Posts Tagged ‘Murder Most Foul’

Musiktipp: Rough and Rowdy Ways von Bob Dylan

20. Juni 2020

Acht lange Jahre mussten wir warten, bis Meister Bob Dylan neues, eigenes Material seit seinem 2012 erschienen Werk Tempest vorlegte. Nun ist sein 39. Studioalbum Rough and Rowdy Ways erschienen und ich bin wie vom Donner gerührt. Das Album wurde nachts sofort bei Apple Music geladen, am Tag kann dann die CD von Amazon. Mitte Juli folgt dann die Vinyl-Ausgabe von Rough and Rowdy Ways.
Es ist ein Doppelalbum geworden, ein Album mit dem ich mich mit dem Kopfhörer zurückziehe und es alleine genieße. Und es ist ein geschichtlicher Abriss geworden, der die volle Aufmerksamkeit erfordert. So locker nebenbei geht das Album nicht ins Ohr. Hier das Unboxing-Video:

Die Veröffentlichungspolitik von Rough and Rowdy Ways war für Dylan schon bemerkenswert.
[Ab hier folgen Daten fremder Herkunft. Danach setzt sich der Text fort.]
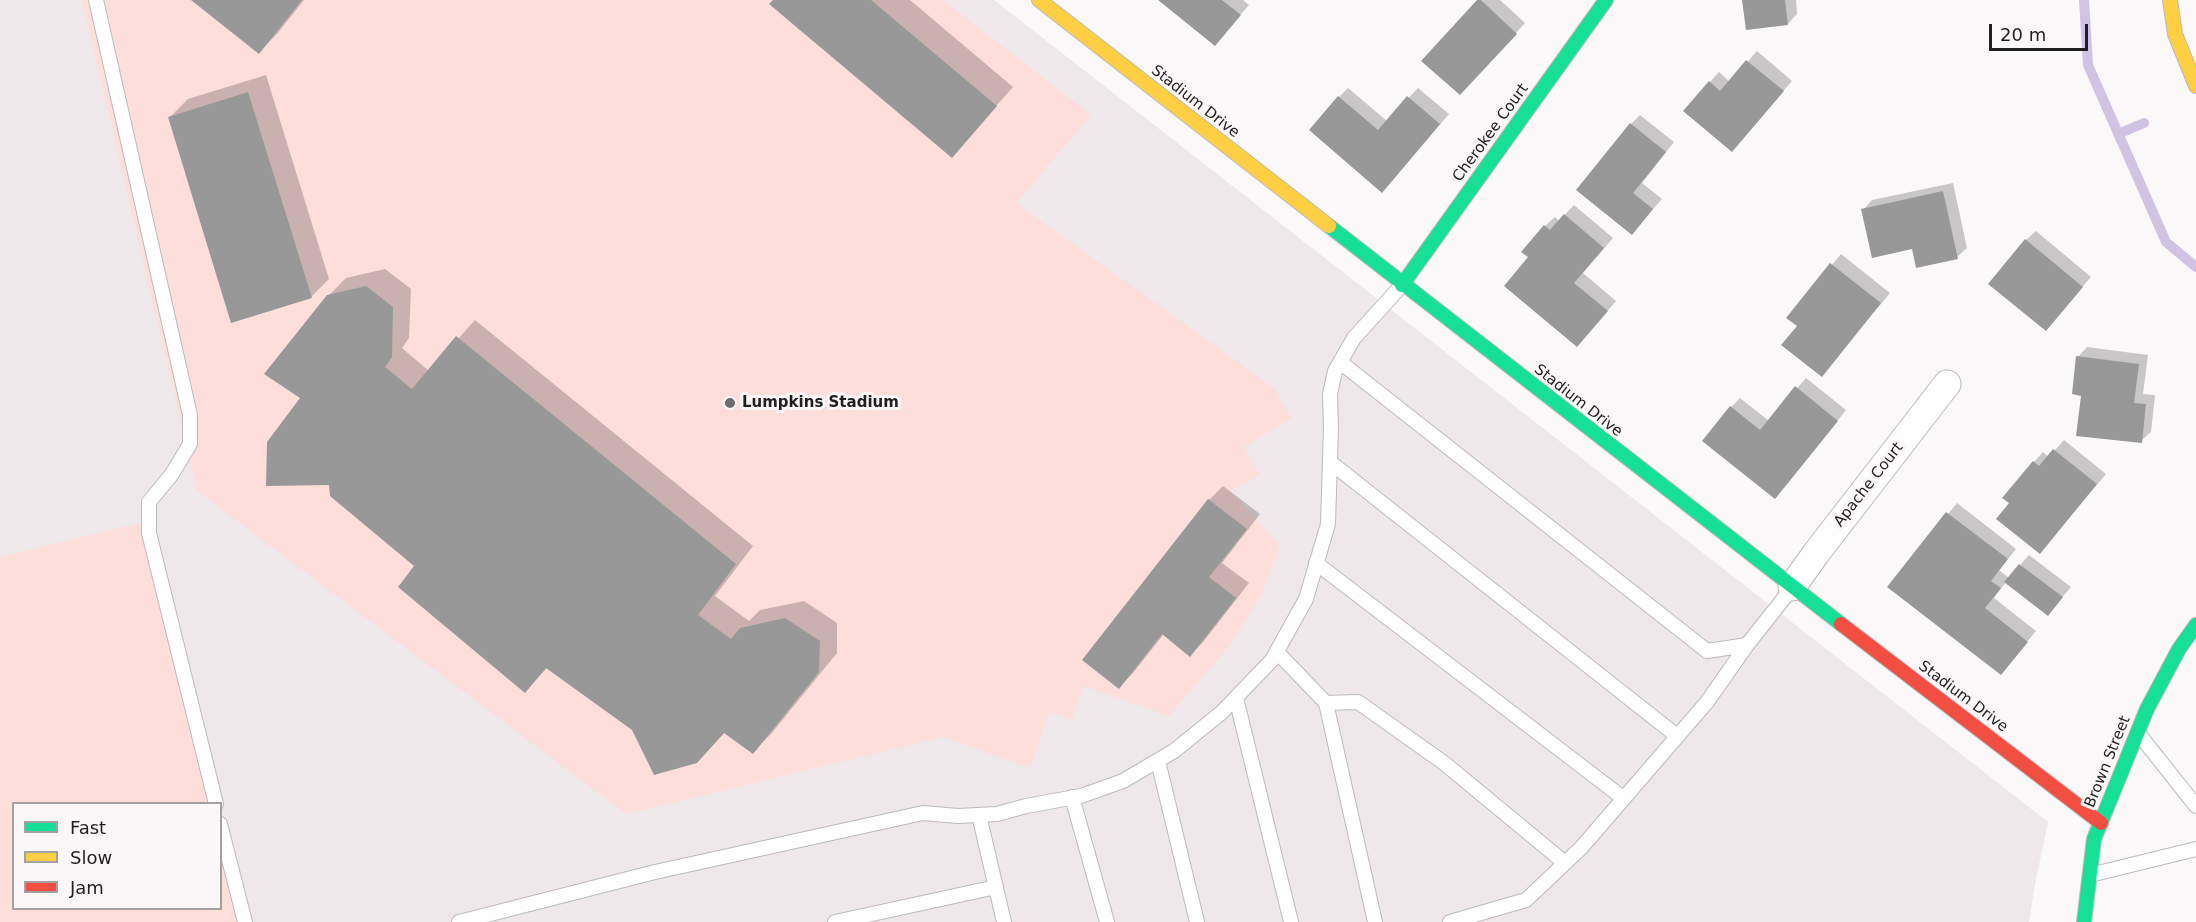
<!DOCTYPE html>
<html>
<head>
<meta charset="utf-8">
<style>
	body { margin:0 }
	#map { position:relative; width:2196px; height:922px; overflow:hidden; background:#faf8f9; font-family:"DejaVu Sans",sans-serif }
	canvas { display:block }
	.legend { position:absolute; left:12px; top:802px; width:210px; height:108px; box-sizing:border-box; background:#fbf7f9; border:2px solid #a3a1a2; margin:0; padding:8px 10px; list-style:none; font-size:18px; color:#201f1f }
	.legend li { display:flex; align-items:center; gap:12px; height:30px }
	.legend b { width:30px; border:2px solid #a3a1a2 }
	.scale { position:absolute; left:1989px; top:24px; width:99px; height:27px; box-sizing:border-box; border:3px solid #201f1f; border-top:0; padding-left:8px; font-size:18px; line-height:21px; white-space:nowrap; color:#201f1f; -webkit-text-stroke:4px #fbf7f9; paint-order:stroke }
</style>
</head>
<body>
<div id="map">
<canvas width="2196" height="922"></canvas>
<ul class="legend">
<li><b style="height:8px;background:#16e098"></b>Fast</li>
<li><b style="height:8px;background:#ffcf43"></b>Slow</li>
<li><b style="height:8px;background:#f24e42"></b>Jam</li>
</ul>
<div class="scale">20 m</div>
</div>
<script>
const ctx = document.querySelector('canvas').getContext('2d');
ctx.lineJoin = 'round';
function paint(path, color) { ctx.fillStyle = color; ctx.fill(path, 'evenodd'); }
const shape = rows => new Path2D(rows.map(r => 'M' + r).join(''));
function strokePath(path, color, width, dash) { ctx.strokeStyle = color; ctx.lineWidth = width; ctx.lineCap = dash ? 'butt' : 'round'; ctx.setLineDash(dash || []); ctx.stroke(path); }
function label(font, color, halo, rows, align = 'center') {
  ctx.font = font + ' "DejaVu Sans",sans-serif'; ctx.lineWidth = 6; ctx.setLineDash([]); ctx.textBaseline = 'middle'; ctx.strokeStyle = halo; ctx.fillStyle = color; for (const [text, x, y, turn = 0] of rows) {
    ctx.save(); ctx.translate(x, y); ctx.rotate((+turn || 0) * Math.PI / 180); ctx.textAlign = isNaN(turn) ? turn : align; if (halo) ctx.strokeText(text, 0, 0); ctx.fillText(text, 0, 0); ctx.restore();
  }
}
paint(shape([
	[0,0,994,0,2048,822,2035,884,2029,922,0,922],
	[14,804,220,804,220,908,14,908]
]), '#eee8eb');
paint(shape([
	[82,0,943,0,1091,115,1016,203,1274,388,1292,418,1244,447,1260,475,1230,491,1280,545,1262,593,1231,644,1169,716,1083,686,1072,720,1049,712,1030,768,943,737,626,814,197,491],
	[143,522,211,803,14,804,14,908,220,908,221,842,240,922,0,922,0,557]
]), '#fddedb');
paint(shape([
	[193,0,304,0,277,34,259,52],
	[775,0,910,0,1013,87,952,156],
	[1161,0,1243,0,1249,5,1215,44],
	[1479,0,1500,0,1525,23,1469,84],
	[1743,0,1796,0,1797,14,1788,24],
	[1757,51,1792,81,1741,140,1710,82,1719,72,1730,82],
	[266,75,329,279,311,297,170,117,188,99],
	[1348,88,1387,121,1418,88,1449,114,1392,181,1339,97],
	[1640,115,1674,142,1642,183,1662,199,1632,233,1631,124],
	[1953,183,1967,248,1957,257,1913,247,1863,210,1872,200],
	[1574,205,1613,238,1583,273,1616,301,1586,336,1530,257,1545,226,1555,217,1559,221],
	[2036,231,2091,277,2046,329,2026,240],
	[1841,254,1890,293,1822,375,1799,325,1789,317],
	[385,269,411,289,409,338,402,348,429,371,475,320,753,546,715,596,749,621,760,610,804,601,837,623,837,653,771,734,753,752,725,732,697,762,634,729,548,667,525,691,416,565,330,483,302,398,328,296,346,278],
	[2087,347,2148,355,2143,394,2155,395,2151,432,2141,441,2082,394,2078,357],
	[1806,378,1846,410,1784,488,1731,407,1740,398,1769,421],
	[2064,440,2106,474,2040,552,2011,503,2034,462,2043,452,2049,457],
	[1223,486,1260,514,1222,563,1249,583,1204,641,1190,655,1164,634,1133,673,1119,687,1209,500],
	[1957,503,2016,549,1999,570,2009,578,2029,555,2071,587,2048,614,2006,582,1994,598,2036,631,2001,673,1889,587]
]), '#0003');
strokePath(shape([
	[2084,0,2088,65,2166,242,2196,267],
	[2118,134,2144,123]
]), '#d0c3e4', 10);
paint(shape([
	[191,0,302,0,259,54],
	[773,0,871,0,997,106,952,158,769,4],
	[1158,0,1222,0,1241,15,1215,46],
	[1477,0,1481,0,1517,34,1460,95,1421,61],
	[1742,0,1785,0,1788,25,1746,30],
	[1746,60,1784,91,1732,152,1683,111,1709,81,1720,91],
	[248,92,312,298,231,323,168,117],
	[1338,96,1378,130,1407,96,1440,124,1382,193,1309,130],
	[1630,123,1666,152,1633,193,1653,209,1632,235,1576,190],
	[1943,191,1958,259,1916,268,1912,249,1872,258,1861,209],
	[1564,214,1604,248,1574,283,1608,311,1577,347,1504,286,1528,257,1521,252,1544,225,1550,230],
	[2025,239,2083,287,2046,331,1988,284],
	[1830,263,1881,303,1822,377,1781,345,1797,326,1786,318],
	[366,286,393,307,392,357,385,367,412,389,456,336,736,564,698,615,731,639,740,628,785,618,820,641,819,672,753,754,724,733,697,763,654,775,632,730,546,668,525,693,398,587,414,566,330,496,329,485,266,486,267,442,300,398,264,374,327,295],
	[2076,356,2139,364,2134,403,2146,404,2142,443,2076,436,2081,396,2072,394],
	[1795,386,1838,421,1775,499,1702,441,1730,406,1760,430],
	[2053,449,2097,484,2040,554,1996,519,2009,503,2002,498,2033,461,2039,466],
	[1208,499,1247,529,1209,577,1236,598,1190,657,1162,634,1119,689,1082,660],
	[1946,512,2008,559,1991,581,2001,588,1985,608,2028,642,2001,675,1887,587],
	[2019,564,2063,597,2048,616,2004,582]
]), '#999899');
const lane = shape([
	[96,0,190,415,190,444,172,474,149,502,149,533,216,804],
	[1340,362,1707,651,1747,645,1792,588],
	[1330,462,1677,736],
	[1316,563,1623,798],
	[1277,652,1326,703,1375,922],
	[1236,698,1291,922],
	[1326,703,1358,702,1444,763,1565,863],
	[2138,733,2196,806],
	[1158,761,1197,922],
	[1072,797,1107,922],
	[979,815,1004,922],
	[220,824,245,922],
	[2090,875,2196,849],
	[459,922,655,872,923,813,958,816,997,814,1026,806,1081,796,1123,781,1174,751,1221,713,1272,660,1306,599,1328,524,1331,427,1330,394,1335,371,1354,338,1402,285],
	[835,922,996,887],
	[1450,922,1526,900,1581,848,1707,702,1747,645]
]);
const street = shape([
	[1792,587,1817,552,1947,384]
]);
const fast = shape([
	[1329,226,1841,624],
	[1402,285,1606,0],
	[2084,922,2094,839,2147,709,2179,649,2196,625]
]);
const slow = shape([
	[1039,0,1329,226],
	[2170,0,2175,34,2196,86]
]);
const jam = shape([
	[1841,624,2101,823]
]);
strokePath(lane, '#bcbabb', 16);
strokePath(street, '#bcbabb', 29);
strokePath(fast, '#bcbabb', 16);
strokePath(slow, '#bcbabb', 16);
strokePath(jam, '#bcbabb', 16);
strokePath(lane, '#fefefe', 14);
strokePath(street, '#fefefe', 27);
strokePath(fast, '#16e098', 14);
strokePath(slow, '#ffcf43', 14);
strokePath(jam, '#f24e42', 14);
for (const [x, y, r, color] of [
	[730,403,6,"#6c6b6b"]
]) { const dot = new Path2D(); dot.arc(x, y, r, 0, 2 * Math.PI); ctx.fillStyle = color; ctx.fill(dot); strokePath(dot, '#fbf7f9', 2); }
label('15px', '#201f1f', '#fbf7f9', [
	["Stadium Drive",1195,102,38],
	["Cherokee Court",1491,133,-54],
	["Stadium Drive",1578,401,38],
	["Apache Court",1869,485,-52],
	["Stadium Drive",1963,697,37],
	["Brown Street",2108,762,-68]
]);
label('bold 15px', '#201f1f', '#fbf7f9', [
	["Lumpkins Stadium",742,403]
], 'left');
</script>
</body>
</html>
Drei Songs wurden vorab veröffentlich, quasi verschenkt. Darunter das 17minütige Hauptwerk „Murder Most Foul“ mit Gedanken über Kennedy und die Folgen für die USA.
Das Album ist dunkel, es ist die Arbeit eines Sehers, eines Geschichtenerzählers und eines Betrachters, der die Veränderung der Welt sieht und seine Schlüsse zieht. Es wird Wochen, Monate und vielleicht Jahre dauern, bis die Chiffren des Albums entschlüsselt sind. Der Sprechgesang führt uns durch eine sich wandelnde Welt voller Symbole. Persönliches gibt es von his Bobness auf den ersten Blick kaum. Bis auf eine Zeile: Vielleicht leidet Dylan noch immer darunter von seinen Fans vereinnahmt zu werden. „I opened my heart to the world and the world came in“ klingt nicht gerade euphorisch. Der 79jährige Song and Dance-Man geht weiter seinen Weg und wir dürfen ihn (hoffentlich) noch lange begleiten. Rough and Rowdy Ways ist wieder eine hervorragende Wegzehrung für diesen Weg. Klare Kaufempfehlung.
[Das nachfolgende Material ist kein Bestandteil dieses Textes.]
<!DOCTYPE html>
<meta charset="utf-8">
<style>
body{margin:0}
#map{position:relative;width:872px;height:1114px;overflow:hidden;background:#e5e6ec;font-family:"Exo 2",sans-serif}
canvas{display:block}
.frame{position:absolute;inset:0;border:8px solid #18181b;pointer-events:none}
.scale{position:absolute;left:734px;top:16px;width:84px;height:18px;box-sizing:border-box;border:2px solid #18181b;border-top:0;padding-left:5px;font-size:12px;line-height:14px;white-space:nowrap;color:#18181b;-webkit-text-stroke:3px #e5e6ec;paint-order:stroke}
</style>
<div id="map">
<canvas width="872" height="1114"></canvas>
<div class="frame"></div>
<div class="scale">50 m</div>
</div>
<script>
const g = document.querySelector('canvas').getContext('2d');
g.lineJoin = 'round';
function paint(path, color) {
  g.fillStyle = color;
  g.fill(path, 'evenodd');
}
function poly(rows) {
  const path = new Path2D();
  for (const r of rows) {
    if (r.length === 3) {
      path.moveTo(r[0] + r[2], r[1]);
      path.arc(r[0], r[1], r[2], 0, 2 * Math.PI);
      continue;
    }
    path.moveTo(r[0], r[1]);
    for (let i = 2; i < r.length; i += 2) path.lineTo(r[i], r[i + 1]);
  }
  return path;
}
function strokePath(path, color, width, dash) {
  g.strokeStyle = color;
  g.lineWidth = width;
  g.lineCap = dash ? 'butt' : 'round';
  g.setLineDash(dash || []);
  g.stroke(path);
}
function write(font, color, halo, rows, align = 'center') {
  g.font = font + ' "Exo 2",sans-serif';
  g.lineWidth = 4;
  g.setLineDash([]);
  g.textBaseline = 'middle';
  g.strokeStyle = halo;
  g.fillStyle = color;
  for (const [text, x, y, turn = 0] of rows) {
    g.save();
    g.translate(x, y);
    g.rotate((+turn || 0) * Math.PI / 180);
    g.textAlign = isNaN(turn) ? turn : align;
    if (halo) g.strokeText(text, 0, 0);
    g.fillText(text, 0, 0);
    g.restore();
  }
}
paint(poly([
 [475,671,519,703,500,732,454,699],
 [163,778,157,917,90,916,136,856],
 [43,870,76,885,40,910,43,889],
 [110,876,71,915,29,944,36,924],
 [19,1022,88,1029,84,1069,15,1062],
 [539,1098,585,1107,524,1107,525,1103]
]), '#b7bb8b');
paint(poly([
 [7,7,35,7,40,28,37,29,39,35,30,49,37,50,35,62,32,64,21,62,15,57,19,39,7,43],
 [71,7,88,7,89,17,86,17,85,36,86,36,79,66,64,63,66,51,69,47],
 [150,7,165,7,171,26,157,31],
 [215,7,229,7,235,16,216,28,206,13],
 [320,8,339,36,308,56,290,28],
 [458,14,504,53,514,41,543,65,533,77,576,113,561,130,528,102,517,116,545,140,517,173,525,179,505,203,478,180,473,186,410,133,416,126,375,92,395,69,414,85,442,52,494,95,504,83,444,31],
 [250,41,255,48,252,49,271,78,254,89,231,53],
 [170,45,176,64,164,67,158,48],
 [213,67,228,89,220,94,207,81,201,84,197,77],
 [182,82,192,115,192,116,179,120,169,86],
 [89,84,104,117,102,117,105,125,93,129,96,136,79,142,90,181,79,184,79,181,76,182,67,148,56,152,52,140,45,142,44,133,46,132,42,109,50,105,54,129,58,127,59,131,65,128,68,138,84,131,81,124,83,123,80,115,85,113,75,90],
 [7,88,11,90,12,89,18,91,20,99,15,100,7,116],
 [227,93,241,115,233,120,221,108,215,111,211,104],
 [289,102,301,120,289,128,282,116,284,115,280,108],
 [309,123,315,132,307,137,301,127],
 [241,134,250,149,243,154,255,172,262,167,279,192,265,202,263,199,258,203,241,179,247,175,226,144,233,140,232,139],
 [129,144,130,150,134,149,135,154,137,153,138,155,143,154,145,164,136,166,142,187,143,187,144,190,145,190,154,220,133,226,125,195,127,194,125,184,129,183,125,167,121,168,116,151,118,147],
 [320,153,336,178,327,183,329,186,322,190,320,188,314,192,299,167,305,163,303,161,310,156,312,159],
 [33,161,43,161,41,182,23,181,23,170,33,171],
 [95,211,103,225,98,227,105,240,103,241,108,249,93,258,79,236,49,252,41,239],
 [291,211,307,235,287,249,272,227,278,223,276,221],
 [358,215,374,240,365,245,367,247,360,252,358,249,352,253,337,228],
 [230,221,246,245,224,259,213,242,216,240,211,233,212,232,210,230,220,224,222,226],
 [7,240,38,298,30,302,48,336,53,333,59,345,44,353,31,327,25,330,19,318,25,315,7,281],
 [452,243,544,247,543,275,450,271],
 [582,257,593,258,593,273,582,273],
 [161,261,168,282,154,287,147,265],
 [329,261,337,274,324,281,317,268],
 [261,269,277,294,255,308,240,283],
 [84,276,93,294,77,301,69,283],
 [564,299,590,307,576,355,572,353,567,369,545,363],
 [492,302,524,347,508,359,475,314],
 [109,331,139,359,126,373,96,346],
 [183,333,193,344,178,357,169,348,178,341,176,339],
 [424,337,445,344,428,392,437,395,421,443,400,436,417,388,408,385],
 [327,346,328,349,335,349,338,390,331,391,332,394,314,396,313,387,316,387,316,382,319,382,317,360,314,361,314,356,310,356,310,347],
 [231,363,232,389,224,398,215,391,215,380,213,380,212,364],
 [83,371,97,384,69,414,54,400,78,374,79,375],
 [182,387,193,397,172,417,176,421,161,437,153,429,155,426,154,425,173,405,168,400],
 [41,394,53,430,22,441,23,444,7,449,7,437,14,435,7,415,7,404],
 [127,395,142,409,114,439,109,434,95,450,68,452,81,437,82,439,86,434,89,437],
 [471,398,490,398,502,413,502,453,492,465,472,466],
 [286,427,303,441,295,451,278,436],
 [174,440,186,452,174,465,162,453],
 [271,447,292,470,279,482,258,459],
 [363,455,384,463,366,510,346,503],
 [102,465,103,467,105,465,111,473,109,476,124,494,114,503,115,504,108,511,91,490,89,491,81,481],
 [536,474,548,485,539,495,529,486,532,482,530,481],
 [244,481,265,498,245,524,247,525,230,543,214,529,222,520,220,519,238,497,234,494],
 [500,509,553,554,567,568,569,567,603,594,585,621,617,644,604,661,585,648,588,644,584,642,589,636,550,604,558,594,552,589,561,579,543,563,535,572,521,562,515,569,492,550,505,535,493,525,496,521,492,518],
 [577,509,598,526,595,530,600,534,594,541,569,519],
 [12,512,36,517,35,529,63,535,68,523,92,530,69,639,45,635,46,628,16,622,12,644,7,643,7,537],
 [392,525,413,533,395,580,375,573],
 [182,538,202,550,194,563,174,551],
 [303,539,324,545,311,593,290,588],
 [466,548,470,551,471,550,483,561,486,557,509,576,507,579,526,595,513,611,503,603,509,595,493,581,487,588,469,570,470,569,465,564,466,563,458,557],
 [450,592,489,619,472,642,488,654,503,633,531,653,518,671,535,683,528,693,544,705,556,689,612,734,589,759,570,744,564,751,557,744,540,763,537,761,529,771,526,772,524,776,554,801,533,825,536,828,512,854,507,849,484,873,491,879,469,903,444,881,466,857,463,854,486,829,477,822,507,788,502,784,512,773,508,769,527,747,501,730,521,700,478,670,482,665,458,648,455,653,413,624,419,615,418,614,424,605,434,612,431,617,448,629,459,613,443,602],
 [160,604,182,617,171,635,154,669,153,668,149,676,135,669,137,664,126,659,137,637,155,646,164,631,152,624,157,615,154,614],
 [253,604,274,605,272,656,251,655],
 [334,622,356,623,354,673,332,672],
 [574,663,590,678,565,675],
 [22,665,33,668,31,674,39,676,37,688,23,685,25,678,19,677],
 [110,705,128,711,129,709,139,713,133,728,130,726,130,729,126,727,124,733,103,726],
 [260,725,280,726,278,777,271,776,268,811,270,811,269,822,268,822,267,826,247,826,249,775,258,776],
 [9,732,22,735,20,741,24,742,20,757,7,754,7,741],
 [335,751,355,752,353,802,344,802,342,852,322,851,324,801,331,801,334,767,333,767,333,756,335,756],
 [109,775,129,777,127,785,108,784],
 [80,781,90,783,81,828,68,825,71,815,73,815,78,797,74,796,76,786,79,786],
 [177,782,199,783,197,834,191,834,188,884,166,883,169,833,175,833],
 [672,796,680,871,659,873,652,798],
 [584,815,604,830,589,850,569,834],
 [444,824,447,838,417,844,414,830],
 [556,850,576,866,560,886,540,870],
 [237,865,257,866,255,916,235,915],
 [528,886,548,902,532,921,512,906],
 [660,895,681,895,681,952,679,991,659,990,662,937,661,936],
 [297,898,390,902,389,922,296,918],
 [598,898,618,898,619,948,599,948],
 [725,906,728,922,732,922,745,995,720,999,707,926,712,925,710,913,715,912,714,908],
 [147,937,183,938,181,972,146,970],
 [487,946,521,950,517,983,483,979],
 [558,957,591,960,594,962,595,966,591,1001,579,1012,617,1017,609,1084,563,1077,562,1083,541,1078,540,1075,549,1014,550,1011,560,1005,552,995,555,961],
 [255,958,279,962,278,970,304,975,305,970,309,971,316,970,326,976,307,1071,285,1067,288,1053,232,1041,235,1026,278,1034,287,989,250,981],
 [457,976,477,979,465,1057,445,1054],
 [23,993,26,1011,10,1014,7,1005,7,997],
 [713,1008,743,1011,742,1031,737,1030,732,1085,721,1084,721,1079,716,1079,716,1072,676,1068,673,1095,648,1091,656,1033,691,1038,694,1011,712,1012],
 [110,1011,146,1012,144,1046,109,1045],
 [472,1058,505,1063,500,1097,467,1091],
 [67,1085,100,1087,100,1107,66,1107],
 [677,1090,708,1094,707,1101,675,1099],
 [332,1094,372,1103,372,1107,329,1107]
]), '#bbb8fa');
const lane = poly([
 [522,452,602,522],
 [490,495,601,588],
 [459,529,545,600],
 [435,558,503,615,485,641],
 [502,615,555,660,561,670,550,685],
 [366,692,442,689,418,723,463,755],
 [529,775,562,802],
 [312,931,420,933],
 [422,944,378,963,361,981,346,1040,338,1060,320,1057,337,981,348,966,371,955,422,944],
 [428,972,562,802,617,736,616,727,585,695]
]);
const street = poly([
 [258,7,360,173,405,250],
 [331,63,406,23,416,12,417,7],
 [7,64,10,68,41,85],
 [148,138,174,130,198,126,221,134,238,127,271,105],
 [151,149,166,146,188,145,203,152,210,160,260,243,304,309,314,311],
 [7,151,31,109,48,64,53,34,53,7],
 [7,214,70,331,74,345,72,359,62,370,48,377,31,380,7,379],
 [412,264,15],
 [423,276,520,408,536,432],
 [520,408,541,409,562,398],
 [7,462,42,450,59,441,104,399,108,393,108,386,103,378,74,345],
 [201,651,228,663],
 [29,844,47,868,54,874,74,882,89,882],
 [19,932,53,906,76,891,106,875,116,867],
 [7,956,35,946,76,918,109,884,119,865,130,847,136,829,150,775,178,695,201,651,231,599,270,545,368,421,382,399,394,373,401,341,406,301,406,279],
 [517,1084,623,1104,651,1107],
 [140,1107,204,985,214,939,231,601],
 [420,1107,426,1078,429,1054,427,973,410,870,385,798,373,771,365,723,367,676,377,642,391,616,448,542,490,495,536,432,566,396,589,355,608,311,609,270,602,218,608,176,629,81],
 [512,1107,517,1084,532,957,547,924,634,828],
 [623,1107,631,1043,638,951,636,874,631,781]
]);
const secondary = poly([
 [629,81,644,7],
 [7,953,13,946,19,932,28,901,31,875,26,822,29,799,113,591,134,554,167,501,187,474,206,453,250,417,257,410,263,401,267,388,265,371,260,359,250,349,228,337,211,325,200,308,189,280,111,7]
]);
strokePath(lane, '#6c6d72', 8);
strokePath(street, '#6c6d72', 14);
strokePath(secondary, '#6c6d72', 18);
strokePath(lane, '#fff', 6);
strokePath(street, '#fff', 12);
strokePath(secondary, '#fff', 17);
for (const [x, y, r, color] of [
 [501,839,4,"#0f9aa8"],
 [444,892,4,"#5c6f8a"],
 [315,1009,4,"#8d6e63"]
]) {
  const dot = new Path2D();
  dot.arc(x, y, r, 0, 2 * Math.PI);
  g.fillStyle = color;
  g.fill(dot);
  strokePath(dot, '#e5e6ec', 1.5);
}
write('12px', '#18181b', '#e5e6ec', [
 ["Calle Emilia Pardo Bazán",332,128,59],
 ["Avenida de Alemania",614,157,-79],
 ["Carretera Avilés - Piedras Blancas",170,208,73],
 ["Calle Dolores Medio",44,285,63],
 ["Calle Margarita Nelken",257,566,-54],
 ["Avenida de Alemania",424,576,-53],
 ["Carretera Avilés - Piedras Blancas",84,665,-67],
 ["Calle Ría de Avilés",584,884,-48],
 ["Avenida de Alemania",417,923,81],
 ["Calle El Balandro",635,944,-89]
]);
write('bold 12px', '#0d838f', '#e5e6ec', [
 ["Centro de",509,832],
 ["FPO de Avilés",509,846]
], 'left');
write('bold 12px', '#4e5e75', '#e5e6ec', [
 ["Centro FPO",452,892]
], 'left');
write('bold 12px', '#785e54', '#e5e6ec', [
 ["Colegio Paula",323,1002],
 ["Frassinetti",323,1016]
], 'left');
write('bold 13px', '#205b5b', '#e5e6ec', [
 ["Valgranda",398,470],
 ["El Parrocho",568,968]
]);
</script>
Alles Gute zum 79. Geburtstag Bob Dylan

24. Mai 2020

Heute feiert die lebende Legende Bob Dylan seinen 79. Geburtstag. Aufgrund Corona wurde die US-Tour des Sängers abgesagt, aber für uns Fans kommt am 19. Juni das neue Album Rough and Rowdy Ways. Darauf enthalten ist neues Material und kein American Songbook. Seit dem 2012 erschienen Album Tempest gab es kein selbstgeschriebenes Material des Meisters. Bisher sind drei Songs aus dem neuen Doppelalbum veröffentlicht, wobei der Song Murder Most Foul besonders bemerkenswert ist. Dylan befasst sich (einmal wieder) mit Kennedy und den Auswirkungen und dies fast 17 Minuten lang – genial.Aber zum 79. Geburtstag von Bob Dylan will ich nicht auf den Musiker, den Autoren, den Radiosprecher oder den Filmemacher eingehen. Ich möchte über den Maler Bob Dylan sprechen. Zur Jahreswende 2016/2017 besuchte ich zufällig die Kunst-Ausstellung A beaten Path in London und war schlichtweg hin und weg. Die Bilder von Dylan in London beschrieben den amerikanischen Traum. Zuvor hatte ich mal in Chemnitz eine erste Kunstausstellung The Drawn Blank Series von Dylan besucht und war schon damals fasziniert. In London sah ich bei a beaten Path eine Ausstellung mit Zeichnungen, Acryl- und Wasserfarbenmalereien sowie Schmiedearbeiten. Die Schmiedearbeiten wirkten sich später bei der Veröffentlichung des Whiskey Heavens Door aus.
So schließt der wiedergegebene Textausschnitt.